§ Prompt
Each of the entries should be retyped precisely as it appears.

Saved entries:
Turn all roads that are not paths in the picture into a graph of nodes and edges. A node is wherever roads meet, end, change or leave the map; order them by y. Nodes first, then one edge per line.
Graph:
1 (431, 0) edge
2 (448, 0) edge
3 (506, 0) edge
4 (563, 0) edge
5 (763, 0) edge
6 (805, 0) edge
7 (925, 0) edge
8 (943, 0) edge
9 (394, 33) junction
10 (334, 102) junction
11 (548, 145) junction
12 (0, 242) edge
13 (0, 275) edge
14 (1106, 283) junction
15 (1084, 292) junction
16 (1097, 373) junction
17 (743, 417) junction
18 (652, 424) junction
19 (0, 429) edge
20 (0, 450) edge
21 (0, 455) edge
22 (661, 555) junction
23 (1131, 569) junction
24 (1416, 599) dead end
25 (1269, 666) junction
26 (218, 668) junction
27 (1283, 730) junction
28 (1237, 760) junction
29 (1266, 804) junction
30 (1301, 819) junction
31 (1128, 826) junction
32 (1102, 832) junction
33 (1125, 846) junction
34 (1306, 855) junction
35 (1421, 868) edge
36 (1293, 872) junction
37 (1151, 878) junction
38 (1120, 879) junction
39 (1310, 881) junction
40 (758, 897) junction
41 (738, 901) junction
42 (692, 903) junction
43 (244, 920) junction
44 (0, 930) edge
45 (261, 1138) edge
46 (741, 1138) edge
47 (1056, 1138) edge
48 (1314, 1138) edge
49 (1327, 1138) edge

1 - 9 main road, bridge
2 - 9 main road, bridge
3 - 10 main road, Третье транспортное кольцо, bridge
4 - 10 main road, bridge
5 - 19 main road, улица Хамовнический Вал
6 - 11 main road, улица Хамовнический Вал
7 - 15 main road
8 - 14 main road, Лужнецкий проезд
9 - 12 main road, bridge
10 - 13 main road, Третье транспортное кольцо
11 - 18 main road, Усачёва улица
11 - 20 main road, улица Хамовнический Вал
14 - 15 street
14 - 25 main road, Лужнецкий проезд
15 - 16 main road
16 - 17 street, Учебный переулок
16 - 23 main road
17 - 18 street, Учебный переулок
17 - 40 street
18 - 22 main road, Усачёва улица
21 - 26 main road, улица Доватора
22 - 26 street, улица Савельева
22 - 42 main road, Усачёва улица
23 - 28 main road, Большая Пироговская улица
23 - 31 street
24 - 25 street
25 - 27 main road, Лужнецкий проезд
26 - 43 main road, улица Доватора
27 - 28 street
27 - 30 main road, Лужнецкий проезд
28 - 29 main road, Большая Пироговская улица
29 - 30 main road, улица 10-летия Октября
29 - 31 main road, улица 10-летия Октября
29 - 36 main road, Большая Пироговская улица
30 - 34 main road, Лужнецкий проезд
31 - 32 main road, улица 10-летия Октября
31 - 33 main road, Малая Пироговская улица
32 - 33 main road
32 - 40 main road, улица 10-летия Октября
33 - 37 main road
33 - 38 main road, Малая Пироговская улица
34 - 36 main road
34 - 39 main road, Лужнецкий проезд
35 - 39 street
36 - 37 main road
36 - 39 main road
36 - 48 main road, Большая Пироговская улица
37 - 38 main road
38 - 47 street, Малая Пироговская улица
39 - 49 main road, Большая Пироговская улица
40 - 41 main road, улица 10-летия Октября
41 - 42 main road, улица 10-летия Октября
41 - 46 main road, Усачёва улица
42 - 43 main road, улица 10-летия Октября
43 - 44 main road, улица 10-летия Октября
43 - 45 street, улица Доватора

§ Response
Turn all roads that are not paths in the picture into a graph of nodes and edges. A node is wherever roads meet, end, change or leave the map; order them by y. Nodes first, then one edge per line.
Graph:
1 (431, 0) edge
2 (448, 0) edge
3 (506, 0) edge
4 (563, 0) edge
5 (763, 0) edge
6 (805, 0) edge
7 (925, 0) edge
8 (943, 0) edge
9 (394, 33) junction
10 (334, 102) junction
11 (548, 145) junction
12 (0, 242) edge
13 (0, 275) edge
14 (1106, 283) junction
15 (1084, 292) junction
16 (1097, 373) junction
17 (743, 417) junction
18 (652, 424) junction
19 (0, 429) edge
20 (0, 450) edge
21 (0, 455) edge
22 (661, 555) junction
23 (1131, 569) junction
24 (1416, 599) dead end
25 (1269, 666) junction
26 (218, 668) junction
27 (1283, 730) junction
28 (1237, 760) junction
29 (1266, 804) junction
30 (1301, 819) junction
31 (1128, 826) junction
32 (1102, 832) junction
33 (1125, 846) junction
34 (1306, 855) junction
35 (1421, 868) edge
36 (1293, 872) junction
37 (1151, 878) junction
38 (1120, 879) junction
39 (1310, 881) junction
40 (758, 897) junction
41 (738, 901) junction
42 (692, 903) junction
43 (244, 920) junction
44 (0, 930) edge
45 (261, 1138) edge
46 (741, 1138) edge
47 (1056, 1138) edge
48 (1314, 1138) edge
49 (1327, 1138) edge

1 - 9 main road, bridge
2 - 9 main road, bridge
3 - 10 main road, Третье транспортное кольцо, bridge
4 - 10 main road, bridge
5 - 19 main road, улица Хамовнический Вал
6 - 11 main road, улица Хамовнический Вал
7 - 15 main road
8 - 14 main road, Лужнецкий проезд
9 - 12 main road, bridge
10 - 13 main road, Третье транспортное кольцо
11 - 18 main road, Усачёва улица
11 - 20 main road, улица Хамовнический Вал
14 - 15 street
14 - 25 main road, Лужнецкий проезд
15 - 16 main road
16 - 17 street, Учебный переулок
16 - 23 main road
17 - 18 street, Учебный переулок
17 - 40 street
18 - 22 main road, Усачёва улица
21 - 26 main road, улица Доватора
22 - 26 street, улица Савельева
22 - 42 main road, Усачёва улица
23 - 28 main road, Большая Пироговская улица
23 - 31 street
24 - 25 street
25 - 27 main road, Лужнецкий проезд
26 - 43 main road, улица Доватора
27 - 28 street
27 - 30 main road, Лужнецкий проезд
28 - 29 main road, Большая Пироговская улица
29 - 30 main road, улица 10-летия Октября
29 - 31 main road, улица 10-летия Октября
29 - 36 main road, Большая Пироговская улица
30 - 34 main road, Лужнецкий проезд
31 - 32 main road, улица 10-летия Октября
31 - 33 main road, Малая Пироговская улица
32 - 33 main road
32 - 40 main road, улица 10-летия Октября
33 - 37 main road
33 - 38 main road, Малая Пироговская улица
34 - 36 main road
34 - 39 main road, Лужнецкий проезд
35 - 39 street
36 - 37 main road
36 - 39 main road
36 - 48 main road, Большая Пироговская улица
37 - 38 main road
38 - 47 street, Малая Пироговская улица
39 - 49 main road, Большая Пироговская улица
40 - 41 main road, улица 10-летия Октября
41 - 42 main road, улица 10-летия Октября
41 - 46 main road, Усачёва улица
42 - 43 main road, улица 10-летия Октября
43 - 44 main road, улица 10-летия Октября
43 - 45 street, улица Доватора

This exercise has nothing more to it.